*** Opening Supplied entries ***
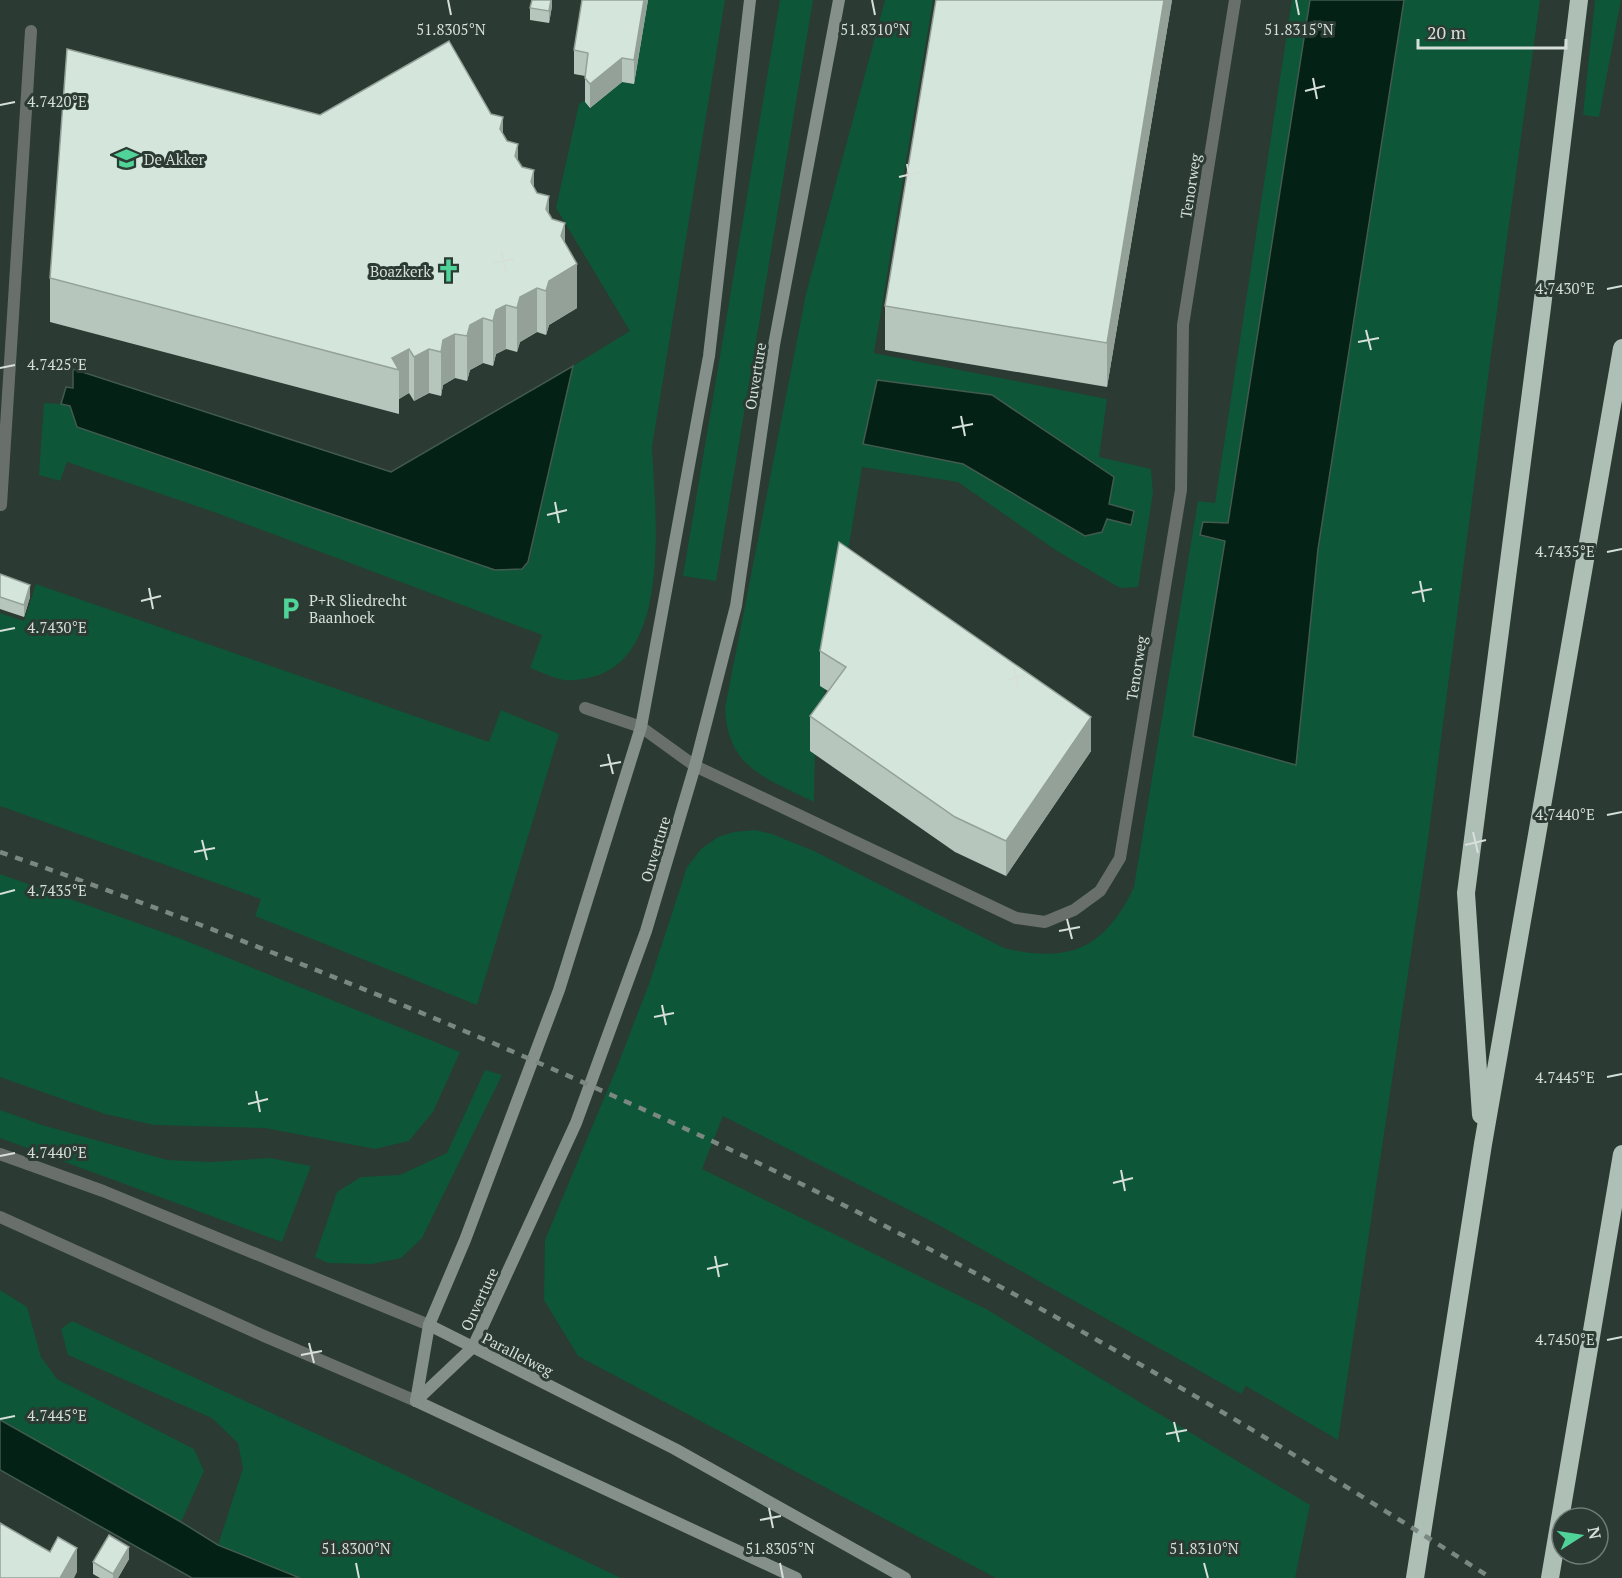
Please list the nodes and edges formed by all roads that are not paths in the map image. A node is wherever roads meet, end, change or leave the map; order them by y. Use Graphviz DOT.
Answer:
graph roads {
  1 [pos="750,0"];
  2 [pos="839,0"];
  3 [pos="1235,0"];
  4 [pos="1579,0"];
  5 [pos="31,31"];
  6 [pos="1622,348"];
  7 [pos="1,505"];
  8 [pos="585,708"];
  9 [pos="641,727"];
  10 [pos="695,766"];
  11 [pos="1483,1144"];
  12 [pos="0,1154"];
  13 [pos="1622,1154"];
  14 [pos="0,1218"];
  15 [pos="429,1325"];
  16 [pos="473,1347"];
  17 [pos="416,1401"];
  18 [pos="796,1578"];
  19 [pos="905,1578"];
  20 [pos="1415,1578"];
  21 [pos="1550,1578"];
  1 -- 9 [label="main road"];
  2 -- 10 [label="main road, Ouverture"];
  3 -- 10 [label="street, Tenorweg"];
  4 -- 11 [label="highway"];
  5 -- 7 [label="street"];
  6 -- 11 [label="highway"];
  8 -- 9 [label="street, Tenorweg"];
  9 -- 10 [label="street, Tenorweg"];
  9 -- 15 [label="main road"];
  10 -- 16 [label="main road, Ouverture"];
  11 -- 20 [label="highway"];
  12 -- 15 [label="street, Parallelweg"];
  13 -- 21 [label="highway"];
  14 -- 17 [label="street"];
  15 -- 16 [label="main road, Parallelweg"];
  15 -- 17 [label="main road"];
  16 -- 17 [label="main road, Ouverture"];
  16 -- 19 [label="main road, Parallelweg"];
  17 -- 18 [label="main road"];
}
*** Closing Supplied entries ***
*** Opening Supplied entries ***
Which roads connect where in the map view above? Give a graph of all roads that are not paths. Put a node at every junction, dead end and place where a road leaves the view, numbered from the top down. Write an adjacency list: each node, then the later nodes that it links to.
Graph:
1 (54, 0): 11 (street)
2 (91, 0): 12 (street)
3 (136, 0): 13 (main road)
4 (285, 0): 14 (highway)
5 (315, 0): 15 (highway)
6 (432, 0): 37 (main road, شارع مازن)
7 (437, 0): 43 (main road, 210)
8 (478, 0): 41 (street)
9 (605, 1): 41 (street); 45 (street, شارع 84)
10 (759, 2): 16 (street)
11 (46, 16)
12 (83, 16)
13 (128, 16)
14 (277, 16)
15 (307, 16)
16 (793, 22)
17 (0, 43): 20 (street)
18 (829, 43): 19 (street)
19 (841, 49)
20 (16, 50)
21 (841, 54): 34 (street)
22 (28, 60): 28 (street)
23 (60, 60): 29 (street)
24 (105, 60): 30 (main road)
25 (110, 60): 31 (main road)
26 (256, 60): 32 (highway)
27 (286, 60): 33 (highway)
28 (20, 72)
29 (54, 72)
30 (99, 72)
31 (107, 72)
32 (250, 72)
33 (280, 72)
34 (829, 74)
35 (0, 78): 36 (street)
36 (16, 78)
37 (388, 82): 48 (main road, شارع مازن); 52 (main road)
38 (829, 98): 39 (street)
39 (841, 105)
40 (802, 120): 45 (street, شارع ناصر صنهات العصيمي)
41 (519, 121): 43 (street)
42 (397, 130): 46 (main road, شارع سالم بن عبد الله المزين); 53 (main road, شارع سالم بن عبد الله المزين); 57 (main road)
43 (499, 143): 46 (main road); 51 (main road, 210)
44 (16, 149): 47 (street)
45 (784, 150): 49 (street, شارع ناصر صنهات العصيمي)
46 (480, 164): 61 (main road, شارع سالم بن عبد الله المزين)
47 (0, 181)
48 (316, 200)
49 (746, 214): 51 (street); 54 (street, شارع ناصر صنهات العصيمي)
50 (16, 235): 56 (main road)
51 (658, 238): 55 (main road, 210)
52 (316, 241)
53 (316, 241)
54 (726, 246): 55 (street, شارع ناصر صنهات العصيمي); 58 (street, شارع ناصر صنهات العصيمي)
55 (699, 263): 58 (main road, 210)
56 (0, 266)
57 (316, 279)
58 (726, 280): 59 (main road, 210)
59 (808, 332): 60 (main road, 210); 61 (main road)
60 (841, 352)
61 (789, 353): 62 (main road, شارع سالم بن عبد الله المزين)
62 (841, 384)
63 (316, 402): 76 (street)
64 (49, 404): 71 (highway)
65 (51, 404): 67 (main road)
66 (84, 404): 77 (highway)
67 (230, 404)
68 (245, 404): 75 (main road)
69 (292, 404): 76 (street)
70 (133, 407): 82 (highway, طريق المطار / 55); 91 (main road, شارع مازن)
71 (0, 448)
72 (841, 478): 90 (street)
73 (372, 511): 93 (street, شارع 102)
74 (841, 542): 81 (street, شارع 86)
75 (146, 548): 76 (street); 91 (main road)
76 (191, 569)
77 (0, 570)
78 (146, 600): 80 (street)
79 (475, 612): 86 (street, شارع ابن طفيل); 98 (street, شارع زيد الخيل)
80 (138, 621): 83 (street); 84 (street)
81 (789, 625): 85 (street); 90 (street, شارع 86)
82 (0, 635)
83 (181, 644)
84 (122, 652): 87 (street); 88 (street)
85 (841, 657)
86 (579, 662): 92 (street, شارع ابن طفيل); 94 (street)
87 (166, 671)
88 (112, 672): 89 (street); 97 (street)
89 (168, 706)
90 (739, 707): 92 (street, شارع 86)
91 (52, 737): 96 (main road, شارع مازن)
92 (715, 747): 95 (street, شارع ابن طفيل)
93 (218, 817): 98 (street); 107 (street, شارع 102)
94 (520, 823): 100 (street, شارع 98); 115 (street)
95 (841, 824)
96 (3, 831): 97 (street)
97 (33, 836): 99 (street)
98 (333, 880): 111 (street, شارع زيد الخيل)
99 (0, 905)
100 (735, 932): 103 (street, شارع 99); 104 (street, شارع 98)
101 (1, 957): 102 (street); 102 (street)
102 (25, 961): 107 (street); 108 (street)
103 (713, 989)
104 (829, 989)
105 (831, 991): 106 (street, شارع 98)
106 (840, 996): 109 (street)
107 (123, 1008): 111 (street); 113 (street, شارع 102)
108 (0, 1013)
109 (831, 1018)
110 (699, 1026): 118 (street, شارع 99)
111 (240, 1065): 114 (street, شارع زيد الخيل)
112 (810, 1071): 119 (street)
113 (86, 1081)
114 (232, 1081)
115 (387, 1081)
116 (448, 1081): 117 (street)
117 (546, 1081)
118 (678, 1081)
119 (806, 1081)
*** Closing Supplied entries ***
● Problem to solve
Wherever "المزين" occurs in the entries above, copy the line it sits on.

● Exercise result
42 (397, 130): 46 (main road, شارع سالم بن عبد الله المزين); 53 (main road, شارع سالم بن عبد الله المزين); 57 (main road)
46 (480, 164): 61 (main road, شارع سالم بن عبد الله المزين)
61 (789, 353): 62 (main road, شارع سالم بن عبد الله المزين)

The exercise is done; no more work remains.